That’s life… Sometimes things are not going as planned haha
No problem, I won’t have time to work on this this afternoon so tomorrow is okay for me.
I commented the line, and tried putting the password between quotes before commenting but none of this worked out for me.
Hello,
Sorry to see your still having troubles. I went through my personal documentation for issues with Graylog Self-signed certificates. Couple issues I was able to fix was this.
File named openssl-graylog.cnf with the following content.
[req]
distinguished_name = req_distinguished_name
x509_extensions = v3_req
prompt = no
# Details about the issuer of the certificate
[req_distinguished_name]
C = US
ST = iowa
L = cedar rapids
O = enseva
OU = admin
CN = graylog.domain.com
[v3_req]
keyUsage = keyEncipherment, dataEncipherment,nonRepudiation
extendedKeyUsage = serverAuth
subjectAltName = @alt_names
# IP addresses and DNS names the certificate should include
# Use IP.### for IP addresses and DNS.### for DNS names,
# with "###" being a consecutive number.
[alt_names]
IP.1 = 192.168.1.100
DNS.1 = graylog.domain.com
Insure JVM to pick up the trust store, it has to be started with the JVM parameter and Graylog has access to keystore and the certificates. I used the Default keystore “cacerts”.
-Djavax.net.ssl.trustStore=/path/to/cacerts.jks
If the keystore has password you may need this config
The resulting PKCS#8 private key (graylog-key.pem) and the X.509 certificate (graylog-certificate.pem) can now be used to enable encrypted connections which will be used on the Input with TCP/TLS.
The certificate that will be install in the keystore is the one that is created below.
Hello @gmorin, @gsmith,
the exception about unsigned classes is kind of interesting (I missed that completely…), but would indicate some of the Graylog classes would be unsigned. If so, I guess we all should have run into that problem. (Well, theoretically; unfortunately, practis and theory do not always match.)
Right now, I suspect there is something wrong with the certificate, because - after comparing @gsmith and my own notes, it relay seems the setup should be clean by now.
I finally managed to make HTTPS working the official way !
I think it was a java-related issue, due to my java 17 installation on Debian 10.

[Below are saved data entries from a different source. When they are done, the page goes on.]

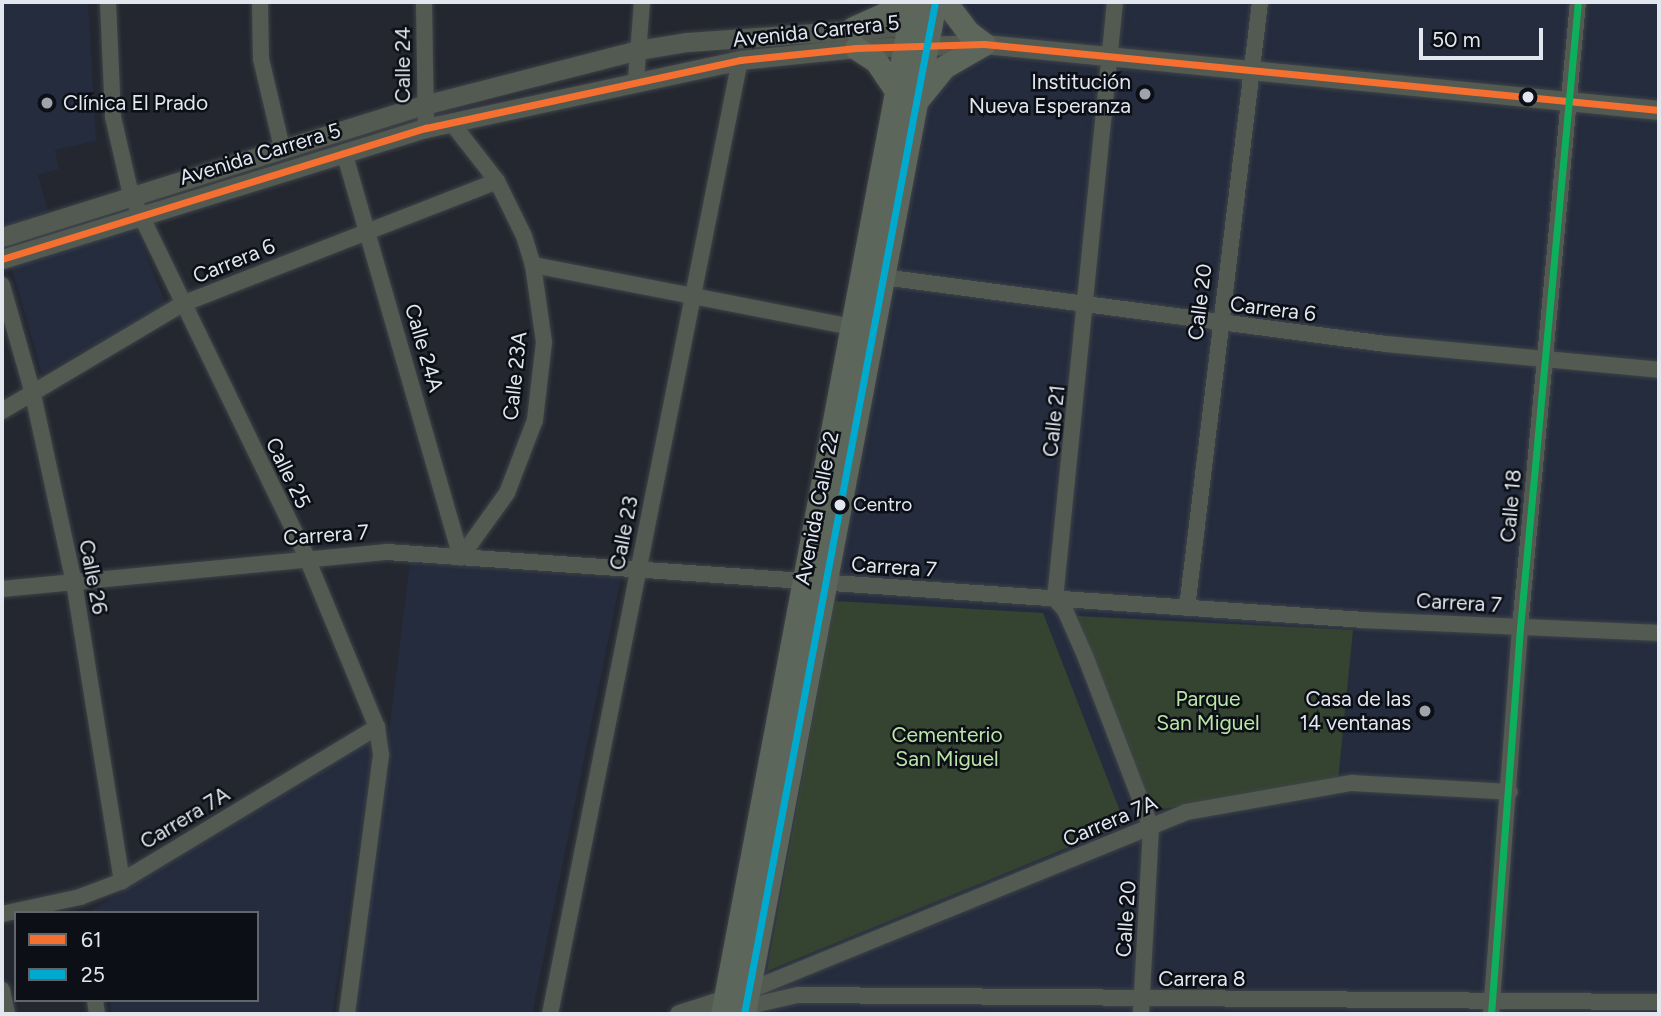 <!DOCTYPE html>
<meta charset="utf-8">
<style>
body{margin:0}
#map{position:relative;width:1661px;height:1016px;overflow:hidden;background:#24272f;font-family:Figtree,sans-serif}
div>[style]{position:absolute}
[style*='--x']{left:calc(var(--x)*1px);top:calc(var(--y)*1px);width:calc(var(--w)*1px);rotate:calc(var(--a)*1deg)}
.built>*{inset:0;background:#242c3d}
.green>*{inset:0;background:#354430}
.roads{filter:drop-shadow(0 0 2px #3f4349) drop-shadow(0 0 2px #3f4349)}
.minor>*{height:16px;margin:-8px;padding:0 8px;transform-origin:8px;border-radius:8px;background:#535a52}
.tertiary>*{height:19px;margin:-9.5px;padding:0 9.5px;transform-origin:9.5px;border-radius:9.5px;background:#535a52}
.secondary>*{height:23px;margin:-11.5px;padding:0 11.5px;transform-origin:11.5px;border-radius:11.5px;background:#5d665a}
.bus-1>*{height:7px;margin:-3.5px;padding:0 3.5px;transform-origin:3.5px;border-radius:3.5px;background:#f46f30}
.bus-2>*{height:7px;margin:-3.5px;padding:0 3.5px;transform-origin:3.5px;border-radius:3.5px;background:#00a9ce}
.bus-3>*{height:7px;margin:-3.5px;padding:0 3.5px;transform-origin:3.5px;border-radius:3.5px;background:#0daf5c}
.dots>*{width:19px;height:19px;translate:-50% -50%;box-sizing:border-box;border:4px solid #0c0f15;border-radius:50%}
span{translate:-50% -50%;white-space:nowrap;text-align:center;line-height:1.15;-webkit-text-stroke:5px #0c0f15;paint-order:stroke}
.bus-label{font-size:19px;color:#e1e6ef}
.left{translate:0 -50%;text-align:left}
.street-label{font-size:21px;color:#e1e6ef}
.poi-label{font-size:21px;color:#e1e6ef}
.right{translate:-100% -50%;text-align:right}
.park-label{font-size:21px;color:#b9e5a6}
.frame{position:absolute;inset:0;border:4px solid #e1e6ef;pointer-events:none}
.legend{position:absolute;left:14px;top:911px;width:245px;height:91px;box-sizing:border-box;background:#0c0f15;border:2px solid #61656c;margin:0;padding:9px 12px;list-style:none;font-size:21px;color:#e1e6ef}
.legend li{display:flex;align-items:center;gap:14px;height:35px}
.legend b{width:35px;border:2px solid #61656c}
.scale{position:absolute;left:1419px;top:28px;width:124px;height:32px;box-sizing:border-box;border:4px solid #e1e6ef;border-top:0;padding-left:9px;font-size:21px;line-height:24px;white-space:nowrap;color:#e1e6ef;-webkit-text-stroke:5px #0c0f15;paint-order:stroke}
</style>
<div id="map">
<div class="built">
<i style="clip-path:polygon(88px 2px,96px 141px,55px 150px,59px 169px,38px 175px,48px 211px,2px 229px,2px 3px)"></i>
<i style="clip-path:polygon(918px 2px,1659px 2px,1659px 1014px,720px 1014px)"></i>
<i style="clip-path:polygon(133px 220px,166px 305px,42px 374px,9px 259px)"></i>
<i style="clip-path:polygon(410px 562px,621px 578px,532px 1014px,354px 1014px)"></i>
<i style="clip-path:polygon(368px 737px,372px 762px,332px 1014px,112px 1014px,109px 1000px,257px 1000px,257px 913px,89px 912px)"></i>
</div>
<div class="green">
<i style="clip-path:polygon(834px 601px,1043px 613px,1125px 824px,767px 971px)"></i>
<i style="clip-path:polygon(1077px 616px,1353px 630px,1338px 780px,1150px 811px)"></i>
</div>
<div class="roads">
<div class="minor">
<i style="--x:108;--y:2;--w:115;--a:87.5"></i>
<i style="--x:113;--y:117;--w:80;--a:77"></i>
<i style="--x:131;--y:195;--w:401;--a:64.1"></i>
<i style="--x:306;--y:556;--w:185;--a:67.5"></i>
<i style="--x:377;--y:727;--w:28;--a:82"></i>
<i style="--x:381;--y:755;--w:261;--a:97.5"></i>
<i style="--x:260;--y:2;--w:57;--a:89"></i>
<i style="--x:261;--y:59;--w:91;--a:76.7"></i>
<i style="--x:424;--y:2;--w:126;--a:89.1"></i>
<i style="--x:1115;--y:2;--w:600;--a:95.74"></i>
<i style="--x:1055;--y:599;--w:15;--a:48"></i>
<i style="--x:1065;--y:610;--w:52;--a:66.4"></i>
<i style="--x:1086;--y:658;--w:181;--a:69"></i>
<i style="--x:1151;--y:827;--w:187;--a:93.1"></i>
<i style="--x:636;--y:80;--w:78;--a:-85.6"></i>
<i style="--x:451;--y:122;--w:75;--a:52.1"></i>
<i style="--x:497;--y:181;--w:61;--a:63.9"></i>
<i style="--x:524;--y:236;--w:30;--a:73"></i>
<i style="--x:533;--y:265;--w:78;--a:81.9"></i>
<i style="--x:544;--y:342;--w:79;--a:96.6"></i>
<i style="--x:535;--y:420;--w:78;--a:111"></i>
<i style="--x:507;--y:493;--w:79;--a:125.7"></i>
<i style="--x:344;--y:152;--w:422;--a:73.9"></i>
<i style="--x:533;--y:265;--w:324;--a:11"></i>
<i style="--x:883;--y:277;--w:507;--a:7.59"></i>
<i style="--x:1386;--y:344;--w:274;--a:5.4"></i>
<i style="--x:2;--y:285;--w:109;--a:74.1"></i>
<i style="--x:32;--y:390;--w:197;--a:77.7"></i>
<i style="--x:74;--y:582;--w:303;--a:80.9"></i>
<i style="--x:2;--y:411;--w:209;--a:-30.7"></i>
<i style="--x:182;--y:304;--w:338;--a:-21.3"></i>
<i style="--x:2;--y:589;--w:387;--a:-5.5"></i>
<i style="--x:387;--y:552;--w:979;--a:3.98"></i>
<i style="--x:1364;--y:620;--w:295;--a:2.5"></i>
<i style="--x:1187;--y:608;--w:610;--a:-83.13"></i>
<i style="--x:2;--y:914;--w:80;--a:-12.3"></i>
<i style="--x:80;--y:897;--w:45;--a:-20.9"></i>
<i style="--x:122;--y:881;--w:298;--a:-31.1"></i>
<i style="--x:2;--y:990;--w:25;--a:78"></i>
<i style="--x:748;--y:991;--w:473;--a:-22.2"></i>
<i style="--x:1186;--y:812;--w:168;--a:-10"></i>
<i style="--x:1351;--y:783;--w:159;--a:3.2"></i>
<i style="--x:95;--y:1000;--w:14;--a:82"></i>
<i style="--x:745;--y:1007;--w:54;--a:-12.8"></i>
<i style="--x:798;--y:995;--w:861;--a:0.47"></i>
<i style="--x:550;--y:1014;--w:973;--a:-78.74"></i>
<i style="--x:1491;--y:1014;--w:387;--a:-85.7"></i>
<i style="--x:1520;--y:628;--w:629;--a:-84.71"></i>
</div>
<div class="tertiary">
<i style="--x:2;--y:237;--w:442;--a:-17.4"></i>
<i style="--x:424;--y:105;--w:221;--a:-14.4"></i>
<i style="--x:638;--y:50;--w:50;--a:-9.3"></i>
<i style="--x:687;--y:42;--w:237;--a:-4.1"></i>
<i style="--x:2;--y:259;--w:444;--a:-17.2"></i>
<i style="--x:426;--y:128;--w:321;--a:-12.2"></i>
<i style="--x:740;--y:60;--w:117;--a:-5.9"></i>
<i style="--x:856;--y:48;--w:128;--a:-1.8"></i>
<i style="--x:984;--y:44;--w:678;--a:5.58"></i>
<i style="--x:679;--y:1014;--w:62;--a:-17.9"></i>
</div>
<div class="secondary">
<i style="--x:853;--y:28;--w:36;--a:-24"></i>
<i style="--x:886;--y:13;--w:17;--a:-40"></i>
<i style="--x:856;--y:48;--w:24;--a:33"></i>
<i style="--x:876;--y:61;--w:36;--a:56"></i>
<i style="--x:919;--y:98;--w:40;--a:-51"></i>
<i style="--x:944;--y:67;--w:46;--a:-29.9"></i>
<i style="--x:984;--y:44;--w:20;--a:-143"></i>
<i style="--x:968;--y:32;--w:38;--a:-127"></i>
<i style="--x:722;--y:1014;--w:1030;--a:-79.31"></i>
<i style="--x:744;--y:1014;--w:1030;--a:-79.31"></i>
</div>
</div>
<div class="bus-1">
<i style="--x:2;--y:259;--w:444;--a:-17.2"></i>
<i style="--x:426;--y:128;--w:321;--a:-12.2"></i>
<i style="--x:740;--y:60;--w:117;--a:-5.9"></i>
<i style="--x:856;--y:48;--w:128;--a:-1.8"></i>
<i style="--x:984;--y:44;--w:678;--a:5.58"></i>
</div>
<div class="bus-2">
<i style="--x:744;--y:1014;--w:1030;--a:-79.31"></i>
</div>
<div class="bus-3">
<i style="--x:1491;--y:1014;--w:387;--a:-85.7"></i>
<i style="--x:1520;--y:628;--w:629;--a:-84.71"></i>
</div>
<div class="dots">
<i style="left:1145px;top:94px;background:#9fa3ac"></i>
<i style="left:1528px;top:97px;background:#e1e6ef"></i>
<i style="left:47px;top:103px;background:#9fa3ac"></i>
<i style="left:840px;top:505px;background:#e1e6ef"></i>
<i style="left:1425px;top:711px;background:#9fa3ac"></i>
</div>
<div class="bus-label">
<span class="left" style="left:853px;top:505px">Centro</span>
</div>
<div class="street-label">
<span style="left:816px;top:31px;rotate:-6deg">Avenida Carrera 5</span>
<span style="left:403px;top:65px;rotate:-90deg">Calle 24</span>
<span style="left:260px;top:154px;rotate:-17deg">Avenida Carrera 5</span>
<span style="left:234px;top:261px;rotate:-22deg">Carrera 6</span>
<span style="left:1200px;top:302px;rotate:-83deg">Calle 20</span>
<span style="left:1273px;top:309px;rotate:7deg">Carrera 6</span>
<span style="left:424px;top:348px;rotate:74deg">Calle 24A</span>
<span style="left:515px;top:376px;rotate:-84deg">Calle 23A</span>
<span style="left:1054px;top:421px;rotate:-84deg">Calle 21</span>
<span style="left:288px;top:473px;rotate:64deg">Calle 25</span>
<span style="left:1511px;top:506px;rotate:-85deg">Calle 18</span>
<span style="left:817px;top:508px;rotate:-79deg">Avenida Calle 22</span>
<span style="left:624px;top:533px;rotate:-79deg">Calle 23</span>
<span style="left:326px;top:535px;rotate:-4deg">Carrera 7</span>
<span style="left:894px;top:567px;rotate:4deg">Carrera 7</span>
<span style="left:93px;top:577px;rotate:79deg">Calle 26</span>
<span style="left:1459px;top:603px;rotate:3deg">Carrera 7</span>
<span style="left:185px;top:818px;rotate:-31deg">Carrera 7A</span>
<span style="left:1110px;top:821px;rotate:-23deg">Carrera 7A</span>
<span style="left:1126px;top:919px;rotate:-86deg">Calle 20</span>
<span style="left:1202px;top:979px">Carrera 8</span>
</div>
<div class="poi-label">
<span class="right" style="left:1131px;top:94px">Institución<br>Nueva Esperanza</span>
<span class="left" style="left:63px;top:103px">Clínica El Prado</span>
<span class="right" style="left:1411px;top:711px">Casa de las<br>14 ventanas</span>
</div>
<div class="park-label">
<span style="left:1208px;top:711px">Parque<br>San Miguel</span>
<span style="left:947px;top:747px">Cementerio<br>San Miguel</span>
</div>
<div class="frame"></div>
<ul class="legend">
<li><b style="height:9px;background:#f46f30"></b>61</li>
<li><b style="height:9px;background:#00a9ce"></b>25</li>
</ul>
<div class="scale">50 m</div>
</div>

I know that Debian 11 is not officially supported by Graylog for now, but that’s the way I went. I created a new server this weekend and reinstalled Graylog from scratch. Thanks to Debian 11, I have now access to the OpenJDK 17. I reused the certs files I made, following the tutorial and your tips and it now works.
Many thanks !!
Next step is to reimport the previous server configuration (pipelines, streams and inputs). Is it any way to export/reimport it, or do I have to do it by hands ? (not a big deal if not ^^)
Hey, these are great news!
Nice to hear it is running now; about the export I’m afraid I can’t help - I know it is possible to export extractors as jason-Files, but have no idea about the rest.